Os juízes decidiram na sexta-feira que “se o Congresso pretendesse transmitir o poder distinto e extraordinário para impor tarifas” através da lei de 1977, a Lei de Poderes Económicos de Emergência Internacional, “o teria feito expressamente, como tem feito consistentemente noutros estatutos tarifários”.
“O IEEPA não contém nenhuma referência a tarifas ou taxas”, disse o presidente do Supremo Tribunal, John Roberts, em seu parecer.
Wall Street viu os preços das ações subirem modestamente após a decisão, o que era esperado.
Os grupos empresariais aplaudiram amplamente a decisão, com a Federação Nacional de Varejo dizendo que isso “fornece a segurança necessária” para as empresas.
Dúvidas sobre reembolsos
A administração Trump, em argumentos judiciais, disse que as empresas receberiam reembolsos se as tarifas fossem consideradas ilegais. Mas a decisão não abordou a questão.
Trump disse que espera anos de litígio sobre a possibilidade de fornecer reembolsos. O juiz Brett Kavanaugh, o único indicado por Trump para ficar ao seu lado, observou que o processo de reembolso pode ser uma “bagunça”.
O Modelo Orçamentário Penn Wharton da Universidade da Pensilvânia projetou que a decisão judicial sobre as tarifas geraria até US$ 175 bilhões em reembolsos.

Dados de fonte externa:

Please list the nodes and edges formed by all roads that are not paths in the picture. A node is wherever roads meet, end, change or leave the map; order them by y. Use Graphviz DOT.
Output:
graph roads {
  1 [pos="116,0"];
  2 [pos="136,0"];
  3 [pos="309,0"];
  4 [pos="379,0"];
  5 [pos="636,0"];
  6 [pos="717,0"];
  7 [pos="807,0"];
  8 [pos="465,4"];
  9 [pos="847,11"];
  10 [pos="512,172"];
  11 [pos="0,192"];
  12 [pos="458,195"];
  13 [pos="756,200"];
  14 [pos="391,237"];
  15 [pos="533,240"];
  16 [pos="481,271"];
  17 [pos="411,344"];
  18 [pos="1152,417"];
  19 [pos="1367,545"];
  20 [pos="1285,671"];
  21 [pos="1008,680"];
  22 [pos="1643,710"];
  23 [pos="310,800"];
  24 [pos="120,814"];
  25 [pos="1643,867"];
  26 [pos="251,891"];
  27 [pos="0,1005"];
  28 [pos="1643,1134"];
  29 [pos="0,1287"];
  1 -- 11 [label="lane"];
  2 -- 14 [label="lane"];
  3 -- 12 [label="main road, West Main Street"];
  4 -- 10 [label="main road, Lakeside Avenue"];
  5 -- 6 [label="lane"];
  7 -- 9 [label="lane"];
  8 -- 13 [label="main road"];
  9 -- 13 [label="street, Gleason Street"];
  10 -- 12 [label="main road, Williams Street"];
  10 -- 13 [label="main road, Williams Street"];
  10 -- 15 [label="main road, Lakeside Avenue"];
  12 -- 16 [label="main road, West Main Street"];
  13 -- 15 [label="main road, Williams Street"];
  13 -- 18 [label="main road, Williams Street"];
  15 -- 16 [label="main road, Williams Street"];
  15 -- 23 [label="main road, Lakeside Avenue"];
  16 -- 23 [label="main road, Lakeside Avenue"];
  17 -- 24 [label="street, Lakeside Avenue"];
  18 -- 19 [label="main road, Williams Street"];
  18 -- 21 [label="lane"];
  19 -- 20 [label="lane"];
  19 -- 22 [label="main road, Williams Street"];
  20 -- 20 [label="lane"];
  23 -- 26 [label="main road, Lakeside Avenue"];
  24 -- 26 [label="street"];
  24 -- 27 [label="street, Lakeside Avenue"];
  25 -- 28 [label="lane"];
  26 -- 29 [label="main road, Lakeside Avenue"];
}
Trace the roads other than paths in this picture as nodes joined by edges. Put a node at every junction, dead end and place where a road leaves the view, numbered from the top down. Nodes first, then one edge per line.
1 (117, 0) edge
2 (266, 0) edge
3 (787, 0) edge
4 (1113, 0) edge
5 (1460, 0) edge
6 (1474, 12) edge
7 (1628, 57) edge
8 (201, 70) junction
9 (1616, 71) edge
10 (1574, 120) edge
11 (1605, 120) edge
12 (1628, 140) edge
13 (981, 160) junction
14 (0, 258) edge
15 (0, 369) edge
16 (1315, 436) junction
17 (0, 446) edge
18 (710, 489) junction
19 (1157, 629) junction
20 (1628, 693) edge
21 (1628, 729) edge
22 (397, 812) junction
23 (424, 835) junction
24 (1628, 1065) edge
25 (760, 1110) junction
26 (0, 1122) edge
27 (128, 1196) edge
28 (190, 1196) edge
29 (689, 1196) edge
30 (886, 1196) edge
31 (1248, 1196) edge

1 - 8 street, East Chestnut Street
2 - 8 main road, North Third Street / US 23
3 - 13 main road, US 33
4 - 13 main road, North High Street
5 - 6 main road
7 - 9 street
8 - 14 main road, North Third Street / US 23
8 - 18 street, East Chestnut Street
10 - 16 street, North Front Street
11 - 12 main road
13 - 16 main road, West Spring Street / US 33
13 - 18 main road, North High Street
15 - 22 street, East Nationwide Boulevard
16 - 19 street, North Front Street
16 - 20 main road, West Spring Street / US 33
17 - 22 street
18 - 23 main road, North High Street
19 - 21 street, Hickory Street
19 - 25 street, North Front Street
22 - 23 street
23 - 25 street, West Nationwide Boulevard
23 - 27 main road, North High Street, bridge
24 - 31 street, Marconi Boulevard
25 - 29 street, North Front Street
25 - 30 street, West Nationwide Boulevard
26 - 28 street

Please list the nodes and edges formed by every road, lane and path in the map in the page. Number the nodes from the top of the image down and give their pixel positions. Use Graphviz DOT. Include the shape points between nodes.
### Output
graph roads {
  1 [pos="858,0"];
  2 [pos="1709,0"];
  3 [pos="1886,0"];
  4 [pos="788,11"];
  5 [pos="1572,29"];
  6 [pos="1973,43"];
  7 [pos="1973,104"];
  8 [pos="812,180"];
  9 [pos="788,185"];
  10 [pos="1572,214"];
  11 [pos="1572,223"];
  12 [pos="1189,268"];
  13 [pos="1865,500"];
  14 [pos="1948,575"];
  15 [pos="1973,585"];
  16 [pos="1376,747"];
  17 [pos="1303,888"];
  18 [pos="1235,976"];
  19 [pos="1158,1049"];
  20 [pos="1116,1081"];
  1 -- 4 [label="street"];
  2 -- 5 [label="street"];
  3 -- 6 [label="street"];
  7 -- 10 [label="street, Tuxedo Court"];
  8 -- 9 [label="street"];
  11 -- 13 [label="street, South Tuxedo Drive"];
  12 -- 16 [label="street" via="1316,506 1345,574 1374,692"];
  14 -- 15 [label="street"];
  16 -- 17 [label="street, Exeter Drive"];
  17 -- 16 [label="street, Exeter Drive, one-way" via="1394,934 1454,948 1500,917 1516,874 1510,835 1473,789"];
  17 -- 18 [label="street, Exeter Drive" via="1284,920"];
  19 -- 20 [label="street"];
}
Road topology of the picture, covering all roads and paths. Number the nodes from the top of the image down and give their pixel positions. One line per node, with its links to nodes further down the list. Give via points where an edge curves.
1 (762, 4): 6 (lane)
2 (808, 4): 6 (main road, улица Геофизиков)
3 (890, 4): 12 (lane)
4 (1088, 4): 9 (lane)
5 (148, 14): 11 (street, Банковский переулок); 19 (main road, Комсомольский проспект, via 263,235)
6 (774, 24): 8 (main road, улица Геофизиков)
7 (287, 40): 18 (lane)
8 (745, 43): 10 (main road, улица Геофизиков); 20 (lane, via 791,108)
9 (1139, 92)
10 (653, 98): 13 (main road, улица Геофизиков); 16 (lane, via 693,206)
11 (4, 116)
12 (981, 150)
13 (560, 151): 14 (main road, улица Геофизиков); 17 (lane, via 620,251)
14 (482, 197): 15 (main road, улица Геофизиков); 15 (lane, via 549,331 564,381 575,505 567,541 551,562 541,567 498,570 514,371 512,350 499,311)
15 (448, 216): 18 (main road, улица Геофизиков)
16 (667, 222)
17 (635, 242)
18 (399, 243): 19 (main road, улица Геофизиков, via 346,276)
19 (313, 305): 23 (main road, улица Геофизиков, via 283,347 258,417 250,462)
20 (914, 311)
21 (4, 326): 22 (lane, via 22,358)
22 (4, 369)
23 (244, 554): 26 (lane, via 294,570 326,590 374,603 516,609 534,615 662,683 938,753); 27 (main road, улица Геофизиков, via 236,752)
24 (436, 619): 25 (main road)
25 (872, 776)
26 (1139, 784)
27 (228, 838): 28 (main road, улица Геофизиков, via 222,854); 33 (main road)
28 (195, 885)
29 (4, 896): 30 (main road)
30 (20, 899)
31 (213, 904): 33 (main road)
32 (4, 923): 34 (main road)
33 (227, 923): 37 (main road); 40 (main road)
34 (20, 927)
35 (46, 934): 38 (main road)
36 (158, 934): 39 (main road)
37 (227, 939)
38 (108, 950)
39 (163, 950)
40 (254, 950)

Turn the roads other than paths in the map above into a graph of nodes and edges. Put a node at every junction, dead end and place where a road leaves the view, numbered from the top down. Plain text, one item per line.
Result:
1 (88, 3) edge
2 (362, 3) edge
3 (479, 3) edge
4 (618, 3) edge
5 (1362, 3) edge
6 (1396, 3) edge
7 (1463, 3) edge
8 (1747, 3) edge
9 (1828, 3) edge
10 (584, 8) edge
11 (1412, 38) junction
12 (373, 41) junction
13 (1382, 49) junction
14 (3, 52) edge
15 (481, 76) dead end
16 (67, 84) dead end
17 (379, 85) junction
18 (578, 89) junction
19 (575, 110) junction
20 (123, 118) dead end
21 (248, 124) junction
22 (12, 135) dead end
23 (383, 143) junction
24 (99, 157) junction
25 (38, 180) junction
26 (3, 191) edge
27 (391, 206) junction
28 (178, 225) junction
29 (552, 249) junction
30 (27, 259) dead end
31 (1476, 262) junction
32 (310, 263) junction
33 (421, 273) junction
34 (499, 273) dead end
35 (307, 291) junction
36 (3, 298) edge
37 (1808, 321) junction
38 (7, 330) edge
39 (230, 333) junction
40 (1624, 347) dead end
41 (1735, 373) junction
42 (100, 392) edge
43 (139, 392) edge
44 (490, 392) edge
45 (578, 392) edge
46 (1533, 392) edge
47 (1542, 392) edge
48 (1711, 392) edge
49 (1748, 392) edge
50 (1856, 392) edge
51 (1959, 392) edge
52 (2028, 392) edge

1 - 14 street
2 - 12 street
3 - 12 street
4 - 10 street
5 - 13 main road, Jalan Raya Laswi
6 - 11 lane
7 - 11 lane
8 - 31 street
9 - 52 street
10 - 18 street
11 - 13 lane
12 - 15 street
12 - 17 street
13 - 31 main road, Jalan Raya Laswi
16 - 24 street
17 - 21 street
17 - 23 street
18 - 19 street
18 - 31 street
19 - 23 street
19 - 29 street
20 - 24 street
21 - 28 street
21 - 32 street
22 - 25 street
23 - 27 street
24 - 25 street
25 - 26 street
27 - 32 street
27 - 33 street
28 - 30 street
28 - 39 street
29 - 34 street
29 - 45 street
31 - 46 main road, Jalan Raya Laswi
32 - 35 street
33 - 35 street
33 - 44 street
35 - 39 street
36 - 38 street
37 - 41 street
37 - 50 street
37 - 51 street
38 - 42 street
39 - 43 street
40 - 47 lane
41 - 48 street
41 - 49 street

O governador da Califórnia, Gavin Newsom, que deve buscar a indicação presidencial democrata em 2028, disse que os americanos mereciam reembolso pela “captura ilegal de dinheiro”.
“Cada dólar retirado ilegalmente deve ser reembolsado imediatamente – com juros. Desembolse!”
Mas Elizabeth Warren, a principal democrata no Comité Bancário do Senado, advertiu que ainda não existe “nenhum mecanismo legal para os consumidores e muitas pequenas empresas recuperarem o dinheiro que já pagaram”.
O Laboratório de Orçamento da Universidade de Yale estima que os consumidores enfrentem uma tarifa média efetiva de 9,1 por cento com a decisão de sexta-feira, abaixo dos 16,9 por cento.
A taxa “continua a ser a mais alta desde 1946”, excluindo 2025, afirmou.
Parceiros comerciais próximos dos EUA, incluindo a União Europeia e a Grã-Bretanha, disseram que estavam estudando a decisão.
O Canadá, que tem enfrentado repetidas ameaças tarifárias enquanto Trump questionava a soberania do vizinho do norte, disse que o Supremo Tribunal mostrou que as taxas eram “injustificadas”, mas que o país se preparava para mais turbulência.
“O Canadá deve preparar-se para a utilização de mecanismos novos e mais contundentes para reafirmar a pressão comercial, potencialmente com efeitos mais amplos e perturbadores”, afirmou Candace Laing, presidente da Câmara de Comércio Canadiana.